**EXERCISE PROMPT**
Count every line in the data below that includes "TINSMITH", and give only the result.

Collected data entries

______

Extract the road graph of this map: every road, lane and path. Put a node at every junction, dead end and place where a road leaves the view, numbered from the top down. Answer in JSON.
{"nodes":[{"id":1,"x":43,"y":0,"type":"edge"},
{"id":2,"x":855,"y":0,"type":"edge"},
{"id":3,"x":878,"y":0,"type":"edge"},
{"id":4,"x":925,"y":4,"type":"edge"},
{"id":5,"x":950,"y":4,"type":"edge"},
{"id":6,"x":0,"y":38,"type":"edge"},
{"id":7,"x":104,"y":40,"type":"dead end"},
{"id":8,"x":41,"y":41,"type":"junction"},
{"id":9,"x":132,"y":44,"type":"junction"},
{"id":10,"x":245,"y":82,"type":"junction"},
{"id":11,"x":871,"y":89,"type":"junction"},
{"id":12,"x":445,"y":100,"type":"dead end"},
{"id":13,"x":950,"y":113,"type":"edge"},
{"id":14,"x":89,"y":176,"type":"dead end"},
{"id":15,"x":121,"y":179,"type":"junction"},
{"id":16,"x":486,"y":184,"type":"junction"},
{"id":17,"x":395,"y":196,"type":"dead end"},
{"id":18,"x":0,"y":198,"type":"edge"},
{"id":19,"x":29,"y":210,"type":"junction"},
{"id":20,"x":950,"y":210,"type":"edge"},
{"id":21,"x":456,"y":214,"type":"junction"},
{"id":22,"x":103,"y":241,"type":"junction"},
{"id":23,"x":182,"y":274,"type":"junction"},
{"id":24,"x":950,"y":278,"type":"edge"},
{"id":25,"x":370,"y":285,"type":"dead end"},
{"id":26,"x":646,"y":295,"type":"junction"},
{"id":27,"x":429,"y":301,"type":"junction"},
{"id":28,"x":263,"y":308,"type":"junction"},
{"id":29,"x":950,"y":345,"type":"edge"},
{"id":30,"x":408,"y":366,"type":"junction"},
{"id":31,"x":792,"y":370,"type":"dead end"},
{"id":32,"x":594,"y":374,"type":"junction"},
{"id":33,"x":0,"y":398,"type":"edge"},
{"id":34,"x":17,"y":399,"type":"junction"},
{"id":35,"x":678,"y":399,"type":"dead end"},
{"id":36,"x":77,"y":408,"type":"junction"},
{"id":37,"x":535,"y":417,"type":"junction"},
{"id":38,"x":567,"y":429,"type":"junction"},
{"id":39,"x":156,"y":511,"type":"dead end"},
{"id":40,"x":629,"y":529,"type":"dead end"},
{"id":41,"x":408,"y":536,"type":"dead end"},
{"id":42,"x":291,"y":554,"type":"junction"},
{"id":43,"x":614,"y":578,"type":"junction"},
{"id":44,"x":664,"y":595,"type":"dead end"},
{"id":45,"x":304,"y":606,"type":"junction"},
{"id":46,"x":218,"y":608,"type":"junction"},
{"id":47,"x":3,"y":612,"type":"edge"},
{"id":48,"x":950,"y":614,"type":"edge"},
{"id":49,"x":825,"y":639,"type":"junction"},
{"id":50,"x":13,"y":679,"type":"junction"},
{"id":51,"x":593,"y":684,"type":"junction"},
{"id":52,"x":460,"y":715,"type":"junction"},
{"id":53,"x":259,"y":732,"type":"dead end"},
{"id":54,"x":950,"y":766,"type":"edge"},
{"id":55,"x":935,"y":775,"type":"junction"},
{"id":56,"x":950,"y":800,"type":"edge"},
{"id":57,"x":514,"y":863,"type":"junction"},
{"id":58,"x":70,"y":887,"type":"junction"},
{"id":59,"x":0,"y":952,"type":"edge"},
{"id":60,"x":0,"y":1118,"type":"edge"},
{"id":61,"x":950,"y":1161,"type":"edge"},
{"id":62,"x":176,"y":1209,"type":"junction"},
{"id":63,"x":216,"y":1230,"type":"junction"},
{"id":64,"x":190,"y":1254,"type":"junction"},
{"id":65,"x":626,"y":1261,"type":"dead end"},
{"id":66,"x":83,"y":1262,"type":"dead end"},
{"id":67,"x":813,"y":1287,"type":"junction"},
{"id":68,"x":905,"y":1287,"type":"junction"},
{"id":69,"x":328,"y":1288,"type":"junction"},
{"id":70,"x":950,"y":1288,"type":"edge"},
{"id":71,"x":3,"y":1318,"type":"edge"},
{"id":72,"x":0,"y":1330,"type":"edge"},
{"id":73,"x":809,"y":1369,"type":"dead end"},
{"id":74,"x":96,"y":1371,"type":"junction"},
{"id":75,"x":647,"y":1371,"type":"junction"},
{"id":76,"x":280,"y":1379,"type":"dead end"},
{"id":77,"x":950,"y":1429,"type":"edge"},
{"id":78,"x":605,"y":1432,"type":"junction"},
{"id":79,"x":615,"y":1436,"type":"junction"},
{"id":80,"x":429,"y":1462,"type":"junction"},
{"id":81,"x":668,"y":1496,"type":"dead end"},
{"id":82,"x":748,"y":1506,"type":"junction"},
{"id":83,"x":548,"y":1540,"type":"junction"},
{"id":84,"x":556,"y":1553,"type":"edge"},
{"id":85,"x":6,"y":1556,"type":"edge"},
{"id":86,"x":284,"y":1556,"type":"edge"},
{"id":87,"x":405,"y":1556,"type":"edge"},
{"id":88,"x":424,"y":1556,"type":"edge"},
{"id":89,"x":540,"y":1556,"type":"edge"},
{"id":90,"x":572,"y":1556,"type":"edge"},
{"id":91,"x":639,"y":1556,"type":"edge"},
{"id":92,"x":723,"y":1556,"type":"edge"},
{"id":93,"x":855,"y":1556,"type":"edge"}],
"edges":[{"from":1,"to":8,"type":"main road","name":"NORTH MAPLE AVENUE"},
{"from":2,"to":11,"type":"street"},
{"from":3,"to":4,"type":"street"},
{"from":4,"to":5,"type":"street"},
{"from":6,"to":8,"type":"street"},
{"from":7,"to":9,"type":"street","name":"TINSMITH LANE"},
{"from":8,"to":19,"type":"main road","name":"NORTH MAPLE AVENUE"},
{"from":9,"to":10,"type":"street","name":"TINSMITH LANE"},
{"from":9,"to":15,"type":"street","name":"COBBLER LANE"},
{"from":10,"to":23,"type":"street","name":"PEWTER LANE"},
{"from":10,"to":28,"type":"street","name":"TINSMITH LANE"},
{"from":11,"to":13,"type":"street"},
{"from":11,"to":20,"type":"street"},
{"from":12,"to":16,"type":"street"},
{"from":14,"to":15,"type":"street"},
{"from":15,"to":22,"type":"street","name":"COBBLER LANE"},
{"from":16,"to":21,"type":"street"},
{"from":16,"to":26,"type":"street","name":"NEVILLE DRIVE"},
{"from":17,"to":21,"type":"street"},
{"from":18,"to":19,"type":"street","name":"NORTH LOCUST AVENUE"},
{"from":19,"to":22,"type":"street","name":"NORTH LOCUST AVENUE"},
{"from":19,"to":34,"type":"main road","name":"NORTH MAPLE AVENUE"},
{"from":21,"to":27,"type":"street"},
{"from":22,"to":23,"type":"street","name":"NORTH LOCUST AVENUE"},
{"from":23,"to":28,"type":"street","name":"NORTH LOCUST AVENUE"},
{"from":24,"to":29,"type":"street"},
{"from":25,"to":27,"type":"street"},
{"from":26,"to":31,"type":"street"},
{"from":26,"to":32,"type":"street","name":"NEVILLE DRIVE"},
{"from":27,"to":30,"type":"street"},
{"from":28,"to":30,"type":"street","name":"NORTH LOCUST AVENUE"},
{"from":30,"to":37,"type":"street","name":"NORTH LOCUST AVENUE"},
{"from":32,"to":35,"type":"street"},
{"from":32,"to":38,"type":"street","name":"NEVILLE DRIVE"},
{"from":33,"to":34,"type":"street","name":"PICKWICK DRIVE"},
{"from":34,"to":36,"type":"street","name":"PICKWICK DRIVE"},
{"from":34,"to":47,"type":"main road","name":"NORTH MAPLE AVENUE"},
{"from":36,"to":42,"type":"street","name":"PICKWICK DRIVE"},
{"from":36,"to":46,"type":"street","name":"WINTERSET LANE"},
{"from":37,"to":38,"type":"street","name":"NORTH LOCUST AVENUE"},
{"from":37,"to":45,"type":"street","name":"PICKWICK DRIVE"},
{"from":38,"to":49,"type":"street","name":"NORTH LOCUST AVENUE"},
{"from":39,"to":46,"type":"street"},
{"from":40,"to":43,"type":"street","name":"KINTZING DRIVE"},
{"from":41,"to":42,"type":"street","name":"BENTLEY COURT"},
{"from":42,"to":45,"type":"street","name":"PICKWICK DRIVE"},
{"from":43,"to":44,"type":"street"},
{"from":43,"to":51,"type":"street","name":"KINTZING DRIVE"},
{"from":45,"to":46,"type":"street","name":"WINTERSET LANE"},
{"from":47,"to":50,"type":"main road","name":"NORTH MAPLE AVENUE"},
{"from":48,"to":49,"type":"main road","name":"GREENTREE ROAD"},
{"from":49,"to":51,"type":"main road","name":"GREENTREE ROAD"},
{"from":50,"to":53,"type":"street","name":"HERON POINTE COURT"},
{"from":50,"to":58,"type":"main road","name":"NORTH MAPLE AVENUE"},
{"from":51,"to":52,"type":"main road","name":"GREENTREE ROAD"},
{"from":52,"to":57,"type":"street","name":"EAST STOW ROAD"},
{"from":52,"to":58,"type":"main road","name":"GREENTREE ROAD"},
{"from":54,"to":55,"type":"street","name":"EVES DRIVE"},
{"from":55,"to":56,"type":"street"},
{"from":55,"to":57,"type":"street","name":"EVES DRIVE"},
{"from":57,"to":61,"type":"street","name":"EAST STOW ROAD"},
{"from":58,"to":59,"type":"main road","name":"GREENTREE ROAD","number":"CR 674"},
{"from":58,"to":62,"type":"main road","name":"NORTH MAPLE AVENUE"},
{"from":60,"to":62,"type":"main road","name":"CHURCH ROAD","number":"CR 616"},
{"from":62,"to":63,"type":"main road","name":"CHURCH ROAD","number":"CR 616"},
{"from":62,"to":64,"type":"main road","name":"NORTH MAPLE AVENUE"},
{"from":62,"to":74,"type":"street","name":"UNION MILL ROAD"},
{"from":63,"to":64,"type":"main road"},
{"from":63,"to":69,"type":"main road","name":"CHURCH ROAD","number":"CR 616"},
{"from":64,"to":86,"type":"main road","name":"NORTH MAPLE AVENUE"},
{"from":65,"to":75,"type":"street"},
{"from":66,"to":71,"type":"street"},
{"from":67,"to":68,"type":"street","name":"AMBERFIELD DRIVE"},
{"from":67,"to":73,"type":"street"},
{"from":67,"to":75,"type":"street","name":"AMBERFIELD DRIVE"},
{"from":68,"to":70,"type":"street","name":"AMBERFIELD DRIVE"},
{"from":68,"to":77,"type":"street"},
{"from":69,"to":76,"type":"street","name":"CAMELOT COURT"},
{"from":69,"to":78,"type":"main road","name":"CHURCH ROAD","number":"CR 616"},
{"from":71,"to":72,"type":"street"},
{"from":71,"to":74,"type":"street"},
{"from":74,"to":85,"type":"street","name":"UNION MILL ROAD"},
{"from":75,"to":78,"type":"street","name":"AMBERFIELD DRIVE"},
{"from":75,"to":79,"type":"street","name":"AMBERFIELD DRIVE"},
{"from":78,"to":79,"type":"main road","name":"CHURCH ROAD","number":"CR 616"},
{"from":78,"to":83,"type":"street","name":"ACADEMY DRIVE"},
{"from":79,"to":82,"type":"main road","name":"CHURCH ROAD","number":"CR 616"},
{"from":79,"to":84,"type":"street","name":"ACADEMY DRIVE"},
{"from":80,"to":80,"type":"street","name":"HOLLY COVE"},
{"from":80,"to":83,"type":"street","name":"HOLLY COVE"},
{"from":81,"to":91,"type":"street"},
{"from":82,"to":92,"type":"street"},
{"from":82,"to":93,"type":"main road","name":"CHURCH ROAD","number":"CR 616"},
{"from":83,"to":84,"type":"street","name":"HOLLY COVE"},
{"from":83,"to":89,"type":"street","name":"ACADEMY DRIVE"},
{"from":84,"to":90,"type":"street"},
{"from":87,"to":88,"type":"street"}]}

______

**EXERCISE RESPONSE**
3